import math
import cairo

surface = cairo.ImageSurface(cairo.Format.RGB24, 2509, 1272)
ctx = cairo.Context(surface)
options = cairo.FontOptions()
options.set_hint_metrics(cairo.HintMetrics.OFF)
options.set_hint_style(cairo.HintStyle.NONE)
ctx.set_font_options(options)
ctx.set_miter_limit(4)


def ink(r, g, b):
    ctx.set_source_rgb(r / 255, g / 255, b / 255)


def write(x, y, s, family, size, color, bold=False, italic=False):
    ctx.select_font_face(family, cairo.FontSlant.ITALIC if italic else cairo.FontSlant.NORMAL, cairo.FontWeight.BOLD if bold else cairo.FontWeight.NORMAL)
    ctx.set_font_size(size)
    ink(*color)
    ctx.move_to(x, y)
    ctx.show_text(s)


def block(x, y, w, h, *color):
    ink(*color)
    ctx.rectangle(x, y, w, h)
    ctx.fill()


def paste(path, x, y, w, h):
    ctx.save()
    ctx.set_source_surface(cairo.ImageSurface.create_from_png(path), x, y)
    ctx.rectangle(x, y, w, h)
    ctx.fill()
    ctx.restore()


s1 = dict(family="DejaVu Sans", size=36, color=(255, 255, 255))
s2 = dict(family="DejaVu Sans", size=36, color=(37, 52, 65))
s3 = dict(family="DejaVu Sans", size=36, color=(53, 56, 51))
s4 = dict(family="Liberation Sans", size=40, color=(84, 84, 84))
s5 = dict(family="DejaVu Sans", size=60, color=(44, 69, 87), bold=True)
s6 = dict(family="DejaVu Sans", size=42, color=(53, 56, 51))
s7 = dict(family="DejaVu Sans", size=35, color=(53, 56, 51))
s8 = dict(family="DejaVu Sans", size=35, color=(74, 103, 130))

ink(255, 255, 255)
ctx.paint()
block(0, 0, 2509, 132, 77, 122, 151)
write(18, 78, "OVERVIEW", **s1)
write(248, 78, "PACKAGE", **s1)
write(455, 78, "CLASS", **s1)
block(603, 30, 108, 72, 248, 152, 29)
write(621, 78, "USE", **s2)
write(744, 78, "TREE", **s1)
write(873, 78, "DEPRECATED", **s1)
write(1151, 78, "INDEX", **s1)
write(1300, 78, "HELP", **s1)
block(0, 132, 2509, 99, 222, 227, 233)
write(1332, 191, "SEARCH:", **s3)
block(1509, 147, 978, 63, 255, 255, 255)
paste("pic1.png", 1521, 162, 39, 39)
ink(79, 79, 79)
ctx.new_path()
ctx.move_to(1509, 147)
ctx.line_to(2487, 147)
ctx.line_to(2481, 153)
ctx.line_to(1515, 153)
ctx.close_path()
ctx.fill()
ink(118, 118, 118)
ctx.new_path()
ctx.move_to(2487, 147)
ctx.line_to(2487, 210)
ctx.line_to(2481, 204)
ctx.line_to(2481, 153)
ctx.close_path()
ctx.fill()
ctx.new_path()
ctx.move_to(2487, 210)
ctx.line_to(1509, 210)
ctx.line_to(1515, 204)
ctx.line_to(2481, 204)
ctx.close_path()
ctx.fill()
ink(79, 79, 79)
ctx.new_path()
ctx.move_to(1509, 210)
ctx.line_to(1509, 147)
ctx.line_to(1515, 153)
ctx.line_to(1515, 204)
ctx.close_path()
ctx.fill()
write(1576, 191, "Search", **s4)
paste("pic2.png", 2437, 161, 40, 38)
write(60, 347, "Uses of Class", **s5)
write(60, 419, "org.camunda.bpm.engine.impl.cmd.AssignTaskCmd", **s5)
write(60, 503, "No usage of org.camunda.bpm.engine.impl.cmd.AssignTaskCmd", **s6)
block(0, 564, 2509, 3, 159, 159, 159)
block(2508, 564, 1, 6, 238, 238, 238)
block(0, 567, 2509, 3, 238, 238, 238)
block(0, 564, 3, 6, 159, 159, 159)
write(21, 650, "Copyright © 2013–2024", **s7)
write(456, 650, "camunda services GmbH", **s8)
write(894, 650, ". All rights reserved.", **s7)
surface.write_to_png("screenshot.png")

**Aim of the exercise**
Scan the material above for the string "cairo" and return the lines that hold it.

**Answer box**
import cairo
surface = cairo.ImageSurface(cairo.Format.RGB24, 2509, 1272)
ctx = cairo.Context(surface)
options = cairo.FontOptions()
options.set_hint_metrics(cairo.HintMetrics.OFF)
options.set_hint_style(cairo.HintStyle.NONE)
    ctx.select_font_face(family, cairo.FontSlant.ITALIC if italic else cairo.FontSlant.NORMAL, cairo.FontWeight.BOLD if bold else cairo.FontWeight.NORMAL)
    ctx.set_source_surface(cairo.ImageSurface.create_from_png(path), x, y)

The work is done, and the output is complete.